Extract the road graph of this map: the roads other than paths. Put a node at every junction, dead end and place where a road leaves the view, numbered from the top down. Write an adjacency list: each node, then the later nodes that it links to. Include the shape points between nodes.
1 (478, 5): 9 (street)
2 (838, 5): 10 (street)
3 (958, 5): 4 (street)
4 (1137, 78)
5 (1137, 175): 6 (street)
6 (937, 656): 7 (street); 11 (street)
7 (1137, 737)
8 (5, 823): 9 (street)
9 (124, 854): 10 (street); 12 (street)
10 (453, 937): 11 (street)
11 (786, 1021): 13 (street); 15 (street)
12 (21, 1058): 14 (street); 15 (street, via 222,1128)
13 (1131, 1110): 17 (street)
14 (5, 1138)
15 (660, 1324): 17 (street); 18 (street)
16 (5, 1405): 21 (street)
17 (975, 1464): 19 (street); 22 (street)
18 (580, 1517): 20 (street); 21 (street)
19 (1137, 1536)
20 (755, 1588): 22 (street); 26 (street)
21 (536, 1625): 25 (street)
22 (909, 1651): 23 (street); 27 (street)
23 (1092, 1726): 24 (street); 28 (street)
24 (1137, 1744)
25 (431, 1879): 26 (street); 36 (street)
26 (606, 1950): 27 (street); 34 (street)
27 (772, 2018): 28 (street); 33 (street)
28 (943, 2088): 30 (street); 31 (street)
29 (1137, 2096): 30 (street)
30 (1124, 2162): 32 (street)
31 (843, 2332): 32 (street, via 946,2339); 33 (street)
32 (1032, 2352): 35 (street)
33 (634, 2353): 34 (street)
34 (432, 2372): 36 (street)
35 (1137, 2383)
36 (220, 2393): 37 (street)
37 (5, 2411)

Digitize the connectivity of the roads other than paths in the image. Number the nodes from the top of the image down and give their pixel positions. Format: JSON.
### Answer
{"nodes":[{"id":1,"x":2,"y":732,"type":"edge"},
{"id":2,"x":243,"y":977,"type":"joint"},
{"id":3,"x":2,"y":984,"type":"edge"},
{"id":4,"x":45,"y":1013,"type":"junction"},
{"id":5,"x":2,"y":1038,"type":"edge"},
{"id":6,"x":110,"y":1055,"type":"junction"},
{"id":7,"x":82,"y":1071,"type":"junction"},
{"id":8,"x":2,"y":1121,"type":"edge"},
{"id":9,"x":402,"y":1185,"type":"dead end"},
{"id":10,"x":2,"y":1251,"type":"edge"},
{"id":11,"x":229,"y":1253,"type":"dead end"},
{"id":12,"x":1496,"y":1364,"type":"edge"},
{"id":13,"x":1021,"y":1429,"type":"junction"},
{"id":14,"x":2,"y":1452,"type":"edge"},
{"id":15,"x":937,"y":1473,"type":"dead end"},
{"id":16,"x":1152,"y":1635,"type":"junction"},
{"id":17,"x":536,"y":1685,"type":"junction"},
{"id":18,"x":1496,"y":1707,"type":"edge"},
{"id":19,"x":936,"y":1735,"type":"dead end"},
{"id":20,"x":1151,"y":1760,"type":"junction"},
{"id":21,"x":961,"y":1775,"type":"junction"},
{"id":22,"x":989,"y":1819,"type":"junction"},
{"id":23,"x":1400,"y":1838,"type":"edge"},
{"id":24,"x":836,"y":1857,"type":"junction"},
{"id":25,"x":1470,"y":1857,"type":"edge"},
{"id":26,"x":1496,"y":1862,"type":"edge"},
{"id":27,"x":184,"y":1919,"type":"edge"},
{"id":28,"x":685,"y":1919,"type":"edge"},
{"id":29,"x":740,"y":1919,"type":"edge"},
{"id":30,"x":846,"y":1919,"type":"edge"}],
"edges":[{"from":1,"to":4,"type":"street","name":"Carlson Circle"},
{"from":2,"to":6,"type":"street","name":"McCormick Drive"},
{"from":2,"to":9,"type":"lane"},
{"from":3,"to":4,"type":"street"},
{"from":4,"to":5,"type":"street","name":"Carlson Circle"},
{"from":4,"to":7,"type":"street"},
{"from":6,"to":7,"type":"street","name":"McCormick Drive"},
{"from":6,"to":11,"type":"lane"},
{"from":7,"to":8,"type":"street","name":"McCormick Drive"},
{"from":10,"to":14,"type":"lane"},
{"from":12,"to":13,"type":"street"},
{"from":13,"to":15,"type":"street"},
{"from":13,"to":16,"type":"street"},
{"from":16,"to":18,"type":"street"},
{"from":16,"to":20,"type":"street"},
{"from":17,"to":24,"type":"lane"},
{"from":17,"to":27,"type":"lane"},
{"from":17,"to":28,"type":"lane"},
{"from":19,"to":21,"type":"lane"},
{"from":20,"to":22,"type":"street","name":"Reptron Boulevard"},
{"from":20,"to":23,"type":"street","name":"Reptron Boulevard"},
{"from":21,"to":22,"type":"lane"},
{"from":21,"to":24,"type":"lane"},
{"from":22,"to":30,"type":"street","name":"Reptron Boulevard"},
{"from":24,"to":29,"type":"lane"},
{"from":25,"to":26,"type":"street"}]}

+ + +

Requirement: Check each line of the listing for "other", and copy the ones that hold it.

Written reply:
Extract the road graph of this map: the roads other than paths. Put a node at every junction, dead end and place where a road leaves the view, numbered from the top down. Write an adjacency list: each node, then the later nodes that it links to. Include the shape points between nodes.
Digitize the connectivity of the roads other than paths in the image. Number the nodes from the top of the image down and give their pixel positions. Format: JSON.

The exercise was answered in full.